Californians have hope for Gavin Newsom and lawmakers – while Biden drops in new survey
Californians tend to like the job Gov. Gavin Newsom is doing and see hope for what he and the state Legislature can accomplish this year.
Views of Biden and the nation’s direction are less buoyant, as residents increasingly worry about rising prices, the future of the pandemic and the direction of the country.
Those are the key findings of a survey released Wednesday by the Public Policy Institute of California. It polled Californians between January 16 and 25.
“Worries about COVID have increased during the omicron surge,” said Mark Baldassare, PPIC president and chief executive officer. Infections have been dropping over the past few weeks, but deaths and hospitalizations remain up.
The Californians and their Government survey reported that while 67% of adults said the worst of the 22-month-long pandemic was behind us, that was down from 80% who felt that way last May.
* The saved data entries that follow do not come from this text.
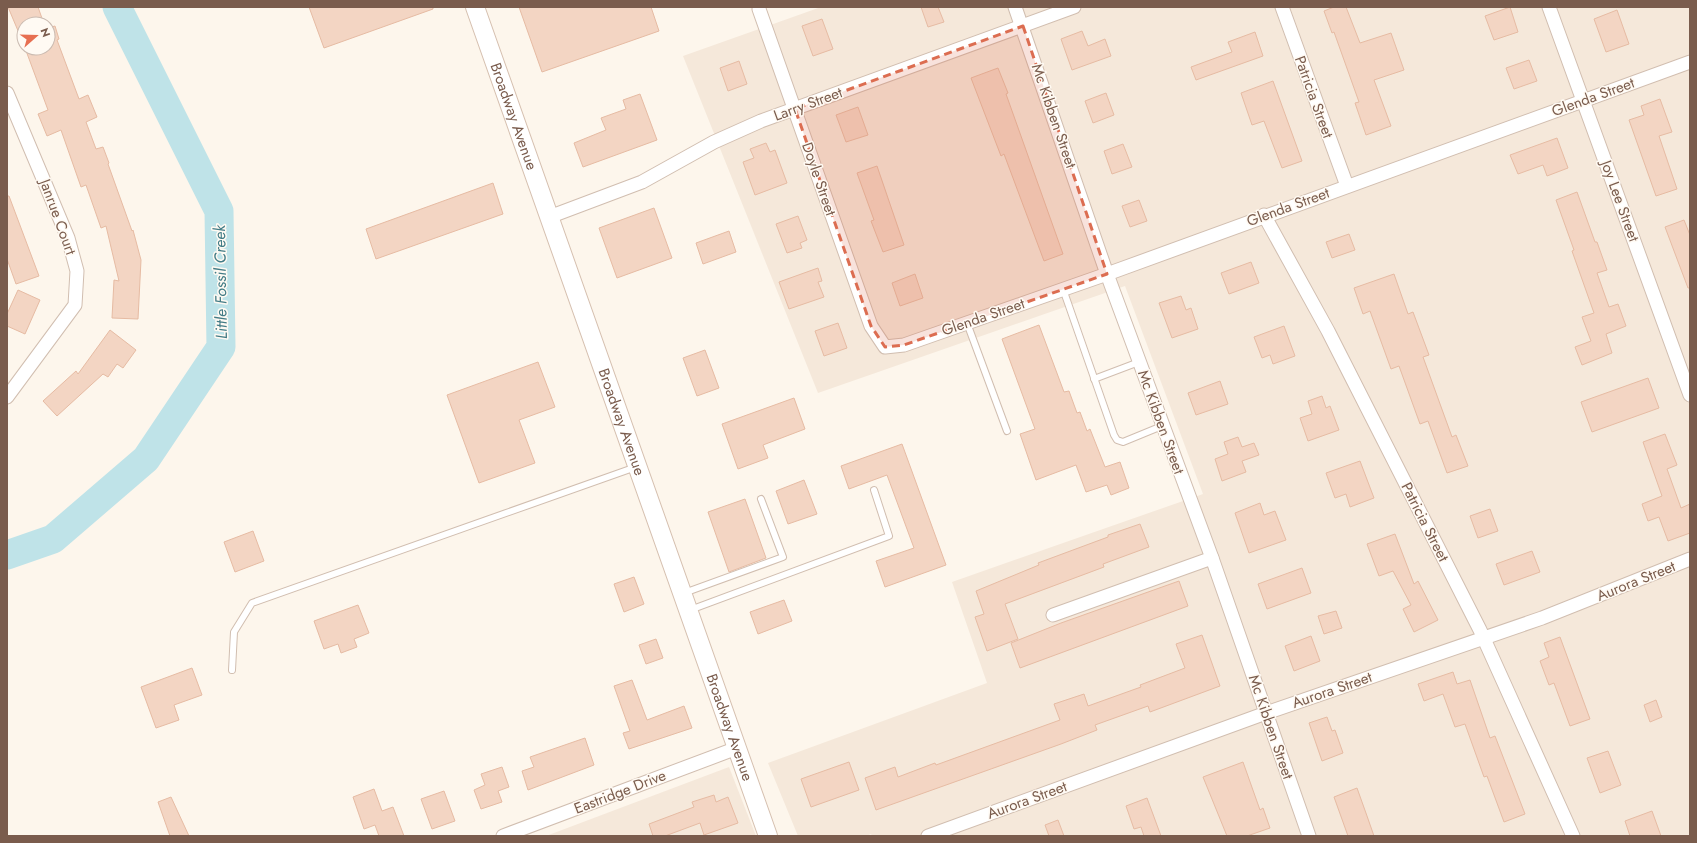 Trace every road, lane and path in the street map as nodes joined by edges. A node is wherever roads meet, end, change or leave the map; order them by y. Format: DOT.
graph roads {
  1 [pos="475,7"];
  2 [pos="1015,7"];
  3 [pos="1074,7"];
  4 [pos="1282,7"];
  5 [pos="1549,7"];
  6 [pos="759,9"];
  7 [pos="1023,26"];
  8 [pos="1690,62"];
  9 [pos="7,93"];
  10 [pos="1584,100"];
  11 [pos="795,109"];
  12 [pos="1347,186"];
  13 [pos="1264,215"];
  14 [pos="549,217"];
  15 [pos="1107,274"];
  16 [pos="1063,289"];
  17 [pos="967,323"];
  18 [pos="885,347"];
  19 [pos="1139,362"];
  20 [pos="1094,379"];
  21 [pos="1690,395"];
  22 [pos="7,398"];
  23 [pos="1162,426"];
  24 [pos="1007,431"];
  25 [pos="637,466"];
  26 [pos="874,490"];
  27 [pos="761,499"];
  28 [pos="1212,558"];
  29 [pos="1690,559"];
  30 [pos="682,594"];
  31 [pos="688,610"];
  32 [pos="1053,615"];
  33 [pos="1483,637"];
  34 [pos="232,670"];
  35 [pos="1266,713"];
  36 [pos="737,748"];
  37 [pos="503,836"];
  38 [pos="768,836"];
  39 [pos="928,836"];
  40 [pos="1309,836"];
  41 [pos="1573,836"];
  1 -- 14 [label="main road, Broadway Avenue"];
  2 -- 7 [label="street, Mc Kibben Street"];
  3 -- 7 [label="street, Larry Street"];
  4 -- 12 [label="street, Patricia Street"];
  5 -- 10 [label="street, Joy Lee Street"];
  6 -- 11 [label="street, Doyle Street"];
  7 -- 11 [label="street, Larry Street"];
  7 -- 15 [label="street, Mc Kibben Street"];
  8 -- 10 [label="street, Glenda Street"];
  9 -- 22 [label="street, Janrue Court"];
  10 -- 12 [label="street, Glenda Street"];
  10 -- 21 [label="street, Joy Lee Street"];
  11 -- 14 [label="street, Larry Street"];
  11 -- 18 [label="street, Doyle Street"];
  12 -- 13 [label="street, Glenda Street"];
  13 -- 15 [label="street, Glenda Street"];
  13 -- 33 [label="street, Patricia Street"];
  14 -- 25 [label="main road, Broadway Avenue"];
  15 -- 16 [label="street, Glenda Street"];
  15 -- 19 [label="street, Mc Kibben Street"];
  16 -- 17 [label="street, Glenda Street"];
  16 -- 20 [label="lane"];
  17 -- 18 [label="street, Glenda Street"];
  17 -- 24 [label="lane"];
  19 -- 20 [label="lane"];
  19 -- 23 [label="street, Mc Kibben Street"];
  20 -- 23 [label="lane"];
  23 -- 28 [label="street, Mc Kibben Street"];
  25 -- 30 [label="main road, Broadway Avenue"];
  25 -- 34 [label="lane"];
  26 -- 31 [label="lane"];
  27 -- 30 [label="lane"];
  28 -- 32 [label="street"];
  28 -- 35 [label="street, Mc Kibben Street"];
  29 -- 33 [label="street, Aurora Street"];
  30 -- 31 [label="main road, Broadway Avenue"];
  31 -- 36 [label="main road, Broadway Avenue"];
  33 -- 35 [label="street, Aurora Street"];
  33 -- 41 [label="street, Patricia Street"];
  35 -- 39 [label="street, Aurora Street"];
  35 -- 40 [label="street, Mc Kibben Street"];
  36 -- 37 [label="street, Eastridge Drive"];
  36 -- 38 [label="main road, Broadway Avenue"];
}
Sixteen percent were very concerned last month they would get the virus and require hospitalization, while 26% were somewhat concerned.
Those numbers were also up from May, when 10% were very concerned and 18% were somewhat concerned.
Newsom and COVID
COVID-19 was most frequently mentioned as the major issue the Democratic governor and the state Legislature need to tackle this year. Nineteen percent labeled it that way, with homelessness and inflation next.
Yet the poll found plenty of optimism about how much Newsom and the Legislature could do, as 58% said they’ll be able to work together and accomplish a lot. Sixty-three percent favored the new Newsom budget proposal, and 73% liked his latest COVID-19 emergency response plan to cope with the omicron surge.
Fifty-nine percent gave both Newsom and Biden high marks for handling COVID-19. Approval tended to fall along party lines, with most Democrats cheering Newsom and Biden and most Republicans unhappy with their performance.
Biden and inflation
Biden’s approval rating, 70% when he took office a year ago, dropped significantly to 53%.
Consumer prices were up 7% last year, their steepest annual rise in nearly 40 years. Sixty-one percent of Californians said price increases have led to financial hardship, with 20% saying that hardship was severe.
And 38% said the country was going in the right direction, down from 52% last January.
People were somewhat more optimistic about California, with 56% approving of Newsom. Half of those surveyed said the state is going in the right direction.